Abstract Body: Introduction
It has been demonstrated that CVD promote tumor growth in mouse models of breast, lung, and colon cancer, suggesting a causal relationship between both diseases. Cancer and CVD share several risk factors and pathophysiological mechanisms, e.g. inflammation and oxidative stress, that could explain why patients with CVD are prone to develop cancer.

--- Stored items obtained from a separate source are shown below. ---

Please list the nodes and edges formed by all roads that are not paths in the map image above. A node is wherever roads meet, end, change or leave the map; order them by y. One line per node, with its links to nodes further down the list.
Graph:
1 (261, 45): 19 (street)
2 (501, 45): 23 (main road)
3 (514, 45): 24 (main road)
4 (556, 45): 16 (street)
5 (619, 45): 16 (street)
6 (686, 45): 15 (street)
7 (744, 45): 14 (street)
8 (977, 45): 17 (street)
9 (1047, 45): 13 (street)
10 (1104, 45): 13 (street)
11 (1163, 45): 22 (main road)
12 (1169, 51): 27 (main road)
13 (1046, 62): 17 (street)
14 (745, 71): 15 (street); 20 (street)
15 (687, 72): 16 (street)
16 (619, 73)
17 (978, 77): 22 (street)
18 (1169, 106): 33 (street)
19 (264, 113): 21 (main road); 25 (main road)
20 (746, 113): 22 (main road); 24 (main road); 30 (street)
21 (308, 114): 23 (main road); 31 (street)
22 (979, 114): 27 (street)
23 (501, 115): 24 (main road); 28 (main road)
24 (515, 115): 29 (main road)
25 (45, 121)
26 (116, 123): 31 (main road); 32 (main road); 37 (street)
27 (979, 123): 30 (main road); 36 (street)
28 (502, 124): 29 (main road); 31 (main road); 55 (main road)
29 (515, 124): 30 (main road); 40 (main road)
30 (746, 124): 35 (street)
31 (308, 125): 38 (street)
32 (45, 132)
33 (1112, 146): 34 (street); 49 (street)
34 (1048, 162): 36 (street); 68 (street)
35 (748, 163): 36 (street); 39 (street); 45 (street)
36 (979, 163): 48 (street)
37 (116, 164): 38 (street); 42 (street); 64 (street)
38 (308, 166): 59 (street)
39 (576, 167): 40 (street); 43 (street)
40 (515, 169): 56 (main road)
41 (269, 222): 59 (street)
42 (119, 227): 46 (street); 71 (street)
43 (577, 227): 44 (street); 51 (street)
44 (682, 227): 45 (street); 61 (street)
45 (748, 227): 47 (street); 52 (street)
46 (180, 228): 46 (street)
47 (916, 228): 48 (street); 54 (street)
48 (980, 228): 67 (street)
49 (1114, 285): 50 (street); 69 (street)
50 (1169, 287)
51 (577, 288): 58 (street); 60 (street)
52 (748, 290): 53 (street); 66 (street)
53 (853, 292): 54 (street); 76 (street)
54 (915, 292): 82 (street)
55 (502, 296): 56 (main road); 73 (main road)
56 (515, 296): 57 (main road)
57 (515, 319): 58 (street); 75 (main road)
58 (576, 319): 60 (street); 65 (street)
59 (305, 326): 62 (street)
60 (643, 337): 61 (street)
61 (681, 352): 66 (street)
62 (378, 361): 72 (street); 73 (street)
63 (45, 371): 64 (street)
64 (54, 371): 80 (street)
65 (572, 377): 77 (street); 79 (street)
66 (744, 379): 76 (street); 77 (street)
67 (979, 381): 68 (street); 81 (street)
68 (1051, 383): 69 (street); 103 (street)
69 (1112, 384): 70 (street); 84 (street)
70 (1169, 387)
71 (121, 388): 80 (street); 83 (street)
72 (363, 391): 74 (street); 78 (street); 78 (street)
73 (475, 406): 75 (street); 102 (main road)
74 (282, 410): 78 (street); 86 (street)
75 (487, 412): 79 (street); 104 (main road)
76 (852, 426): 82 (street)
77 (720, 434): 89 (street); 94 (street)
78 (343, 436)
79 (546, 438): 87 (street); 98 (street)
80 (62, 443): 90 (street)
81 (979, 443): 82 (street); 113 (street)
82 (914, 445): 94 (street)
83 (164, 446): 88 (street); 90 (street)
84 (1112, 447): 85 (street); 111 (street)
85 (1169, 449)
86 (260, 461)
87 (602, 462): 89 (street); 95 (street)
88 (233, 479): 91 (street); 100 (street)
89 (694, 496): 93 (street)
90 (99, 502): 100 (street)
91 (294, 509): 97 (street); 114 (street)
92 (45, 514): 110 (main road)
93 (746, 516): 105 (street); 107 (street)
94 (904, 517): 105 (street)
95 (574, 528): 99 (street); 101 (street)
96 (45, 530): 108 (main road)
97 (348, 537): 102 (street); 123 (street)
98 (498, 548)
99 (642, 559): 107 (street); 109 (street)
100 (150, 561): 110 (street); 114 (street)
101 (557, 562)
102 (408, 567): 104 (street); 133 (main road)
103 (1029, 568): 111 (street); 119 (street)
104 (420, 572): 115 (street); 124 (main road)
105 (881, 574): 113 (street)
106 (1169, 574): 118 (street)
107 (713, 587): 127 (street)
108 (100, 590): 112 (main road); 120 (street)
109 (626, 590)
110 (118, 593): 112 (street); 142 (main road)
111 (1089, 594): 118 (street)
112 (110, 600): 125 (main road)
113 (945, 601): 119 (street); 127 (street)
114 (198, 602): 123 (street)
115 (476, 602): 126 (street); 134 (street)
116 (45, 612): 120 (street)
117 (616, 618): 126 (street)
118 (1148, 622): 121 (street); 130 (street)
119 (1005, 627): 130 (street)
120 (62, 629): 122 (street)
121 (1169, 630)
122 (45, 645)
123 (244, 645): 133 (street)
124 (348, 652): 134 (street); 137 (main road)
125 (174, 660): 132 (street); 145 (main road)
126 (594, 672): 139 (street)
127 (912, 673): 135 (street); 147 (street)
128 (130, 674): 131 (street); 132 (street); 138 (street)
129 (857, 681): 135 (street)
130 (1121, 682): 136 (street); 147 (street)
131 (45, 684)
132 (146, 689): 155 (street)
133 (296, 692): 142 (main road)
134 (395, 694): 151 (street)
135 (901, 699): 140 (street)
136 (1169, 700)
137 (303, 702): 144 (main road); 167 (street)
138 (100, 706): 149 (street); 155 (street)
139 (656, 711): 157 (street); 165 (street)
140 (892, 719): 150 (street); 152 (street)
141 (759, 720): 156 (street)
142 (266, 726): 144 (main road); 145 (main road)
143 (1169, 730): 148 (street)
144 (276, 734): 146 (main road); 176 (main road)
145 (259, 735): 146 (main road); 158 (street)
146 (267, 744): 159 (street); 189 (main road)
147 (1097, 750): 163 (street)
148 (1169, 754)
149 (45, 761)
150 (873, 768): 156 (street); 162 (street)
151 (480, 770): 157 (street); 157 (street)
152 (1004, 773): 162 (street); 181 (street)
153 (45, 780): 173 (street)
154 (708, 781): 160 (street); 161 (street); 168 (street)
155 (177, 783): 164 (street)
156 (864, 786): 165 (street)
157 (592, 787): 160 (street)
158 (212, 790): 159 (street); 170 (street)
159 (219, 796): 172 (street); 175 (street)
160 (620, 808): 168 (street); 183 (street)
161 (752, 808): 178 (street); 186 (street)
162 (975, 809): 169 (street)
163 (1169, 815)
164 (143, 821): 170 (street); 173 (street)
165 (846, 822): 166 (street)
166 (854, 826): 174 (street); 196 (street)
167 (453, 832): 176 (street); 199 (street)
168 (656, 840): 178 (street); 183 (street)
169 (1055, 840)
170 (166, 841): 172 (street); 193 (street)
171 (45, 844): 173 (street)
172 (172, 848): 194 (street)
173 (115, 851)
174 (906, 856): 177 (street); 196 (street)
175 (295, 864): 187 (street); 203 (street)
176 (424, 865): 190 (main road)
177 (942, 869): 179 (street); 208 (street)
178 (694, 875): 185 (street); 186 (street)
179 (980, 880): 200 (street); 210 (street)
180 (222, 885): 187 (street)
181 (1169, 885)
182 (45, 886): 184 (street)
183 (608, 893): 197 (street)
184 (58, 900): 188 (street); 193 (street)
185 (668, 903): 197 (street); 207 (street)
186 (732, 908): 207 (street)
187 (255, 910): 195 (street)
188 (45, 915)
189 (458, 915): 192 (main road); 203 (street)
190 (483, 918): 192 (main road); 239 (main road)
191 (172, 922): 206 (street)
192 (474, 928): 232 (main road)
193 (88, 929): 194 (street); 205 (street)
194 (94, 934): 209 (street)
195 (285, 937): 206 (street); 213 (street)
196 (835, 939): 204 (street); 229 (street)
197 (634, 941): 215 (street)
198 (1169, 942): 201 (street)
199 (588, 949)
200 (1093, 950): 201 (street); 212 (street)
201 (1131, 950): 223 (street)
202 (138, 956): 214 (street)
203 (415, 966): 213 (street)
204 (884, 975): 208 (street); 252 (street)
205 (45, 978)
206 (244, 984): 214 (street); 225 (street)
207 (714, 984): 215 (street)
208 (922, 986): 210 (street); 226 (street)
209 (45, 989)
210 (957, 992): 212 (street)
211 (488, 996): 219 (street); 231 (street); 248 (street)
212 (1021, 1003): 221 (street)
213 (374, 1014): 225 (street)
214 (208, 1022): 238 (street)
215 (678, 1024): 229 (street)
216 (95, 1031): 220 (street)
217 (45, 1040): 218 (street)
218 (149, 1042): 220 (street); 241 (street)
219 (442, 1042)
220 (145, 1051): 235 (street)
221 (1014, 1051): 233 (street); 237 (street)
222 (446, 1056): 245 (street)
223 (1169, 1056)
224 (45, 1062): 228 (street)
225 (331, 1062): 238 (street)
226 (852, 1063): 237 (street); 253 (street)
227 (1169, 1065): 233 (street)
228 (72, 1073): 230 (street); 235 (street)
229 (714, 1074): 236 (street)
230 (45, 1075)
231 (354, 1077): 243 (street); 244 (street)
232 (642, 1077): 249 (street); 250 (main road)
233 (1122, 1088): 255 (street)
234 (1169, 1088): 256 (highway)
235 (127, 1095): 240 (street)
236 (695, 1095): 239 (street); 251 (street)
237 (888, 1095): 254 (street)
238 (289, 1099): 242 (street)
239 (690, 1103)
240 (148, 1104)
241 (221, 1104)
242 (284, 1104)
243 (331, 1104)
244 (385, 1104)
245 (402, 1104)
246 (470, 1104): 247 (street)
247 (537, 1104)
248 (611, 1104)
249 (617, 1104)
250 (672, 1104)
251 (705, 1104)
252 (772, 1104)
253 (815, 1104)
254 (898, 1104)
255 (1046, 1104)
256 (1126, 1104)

Recent reports also suggest a link between hypertension, hypertrophy and lung cancer. Angiotensin II (ANGII) is a hormone involved in blood pressure regulation, vascular hemostasis and hypertrophy development. Moreover, ANGII is cancerogenic by increasing proliferation of several cancer cell types. Hence, ANGII could be a link in CVD-induced enhancement of cancer growth.
Hypothesis
We hypothesized that ANGII treatment, and subsequent hypertension and cardiac hypertrophy, could promote cancer growth.
Methods
ANGII (2000 ng.kg^-1.min^-1; 4w) was administered to 10w old C57B6/J mice using osmotic minipumps. After 4w, pumps were removed and 5*10⁵ Lewis lung carcinoma (LLC) cells injected onto the right flank. To study the direct impact of the ANGII peptide on the cancer growth mice were treated with ANGII as mentioned above and LLC cells were injected after 3w to allow concomitant ANGII treatment and cancer growth. A similar experiment was performed by injecting 2*10⁵ MC38 colon cancer cells. Tumor growth was monitored for 21d after which the mice were sacrificed. Results are expressed as mean ± SEM.
Results
ANGII treatment concomitantly with cancer growth resulted in significantly larger tumors as shown by post-mortem tumor volume (881 ± 111 control vs. 1467 ± 154 mm^3 ANGII, P=0.013). In contrast, no increased tumor growth was observed when ANGII was administered non-concomitant with cancer growth. Interestingly, MC38 tumor growth significantly decreased in the ANGII treated group as portrayed by tumor volume (462 ± 65 control vs. 227 ± 81 mm^3 ANGII).
Conclusion
Our data suggest a role for ANGII in CVD-enhanced cancer growth, but also that this effect is not universal, illustrated by a differential effect of ANGII on distinct cancer types. Although further investigation is required to unravel the role of ANGII, screening cancer patients with CVD comorbidities for ANGII involvement might be warranted.